[ExI] a very silly story

Rafal Smigrodzki rafal.smigrodzki at gmail.com
Sat May 28 15:52:40 UTC 2011


On Sat, May 28, 2011 at 6:14 AM, Anders Sandberg <anders at aleph.se> wrote:

> While the compound is cool in its fragility, I never really got into it.
> Especially after a crazy friend filled a whole test tube with iodine and
> concentrated ammonia, corked it and left it behind in a rack. It stood there
> for weeks, nobody daring to touch it. One evening I turned around and he
> stood there with a maniac grin and the Test Tube of Doom in his hand. He
> walked out of the building and threw it... it broke, nothing happened. We
> waited. Nothing. He threw rocks at the little pile of purple goo... nothing.
> A few spots around it banged properly when stepped on. We went back in, and
> then there was a loud bang...

### Yeah, you need to let it dry a bit, which makes application to
various places safe and easy - essentially, it's an explosive you
manufacture with a built-in time-delay fuse.

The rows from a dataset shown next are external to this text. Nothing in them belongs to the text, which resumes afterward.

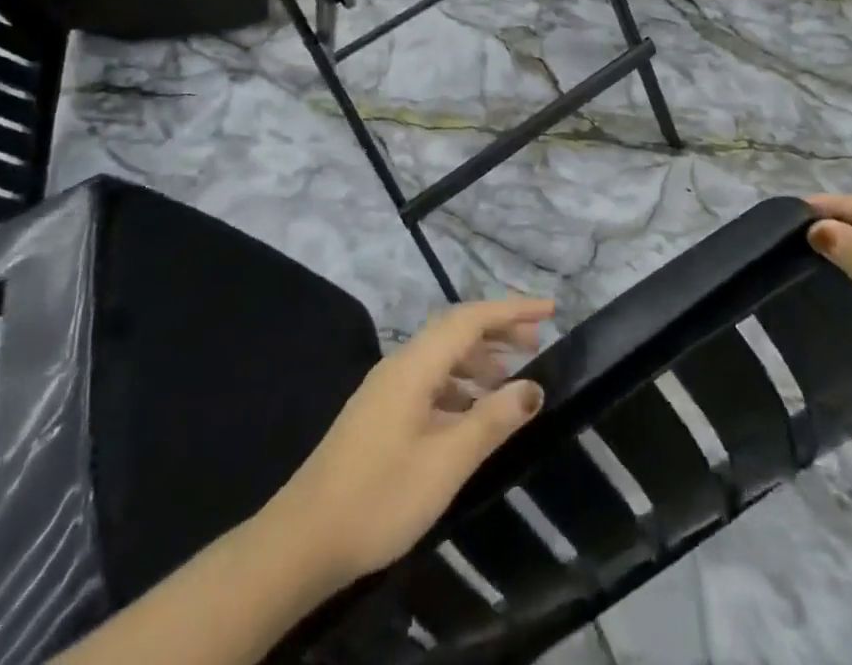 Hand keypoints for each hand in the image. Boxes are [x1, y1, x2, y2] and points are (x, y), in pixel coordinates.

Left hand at [263, 297, 552, 592]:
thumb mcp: (446, 462)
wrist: (301, 541)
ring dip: (478, 358)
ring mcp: (386, 389)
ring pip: (441, 356)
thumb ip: (492, 420)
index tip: (550, 311)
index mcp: (415, 365)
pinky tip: (471, 413)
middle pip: (455, 330)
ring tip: (510, 379)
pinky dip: (458, 384)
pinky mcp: (380, 413)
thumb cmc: (380, 497)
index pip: (470, 318)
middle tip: (537, 344)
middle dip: (497, 330)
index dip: (512, 310)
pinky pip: (429, 380)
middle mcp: (400, 365)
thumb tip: (534, 387)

A milligram is enough to
greatly startle most non-chemistry teachers :)


>
> Another lovely reaction is making chlorine septoxide by dripping
> concentrated sulphuric acid on potassium chlorate. Orange-colored heavy gas
> that explodes when it reaches critical volume, splattering
> chlorate/sulphuric acid droplets everywhere. Yay!

### Need to give this one a try!

Talking about gases and vapors, how do you like to light mercury
thiocyanate on fire? Even a small crystal will produce a long, snaking
piece of mercury oxides, and a larger amount will look like a writhing
nest of snakes. Mercury vapors that released here are not as poisonous
as organic mercury compounds which is why I am still alive.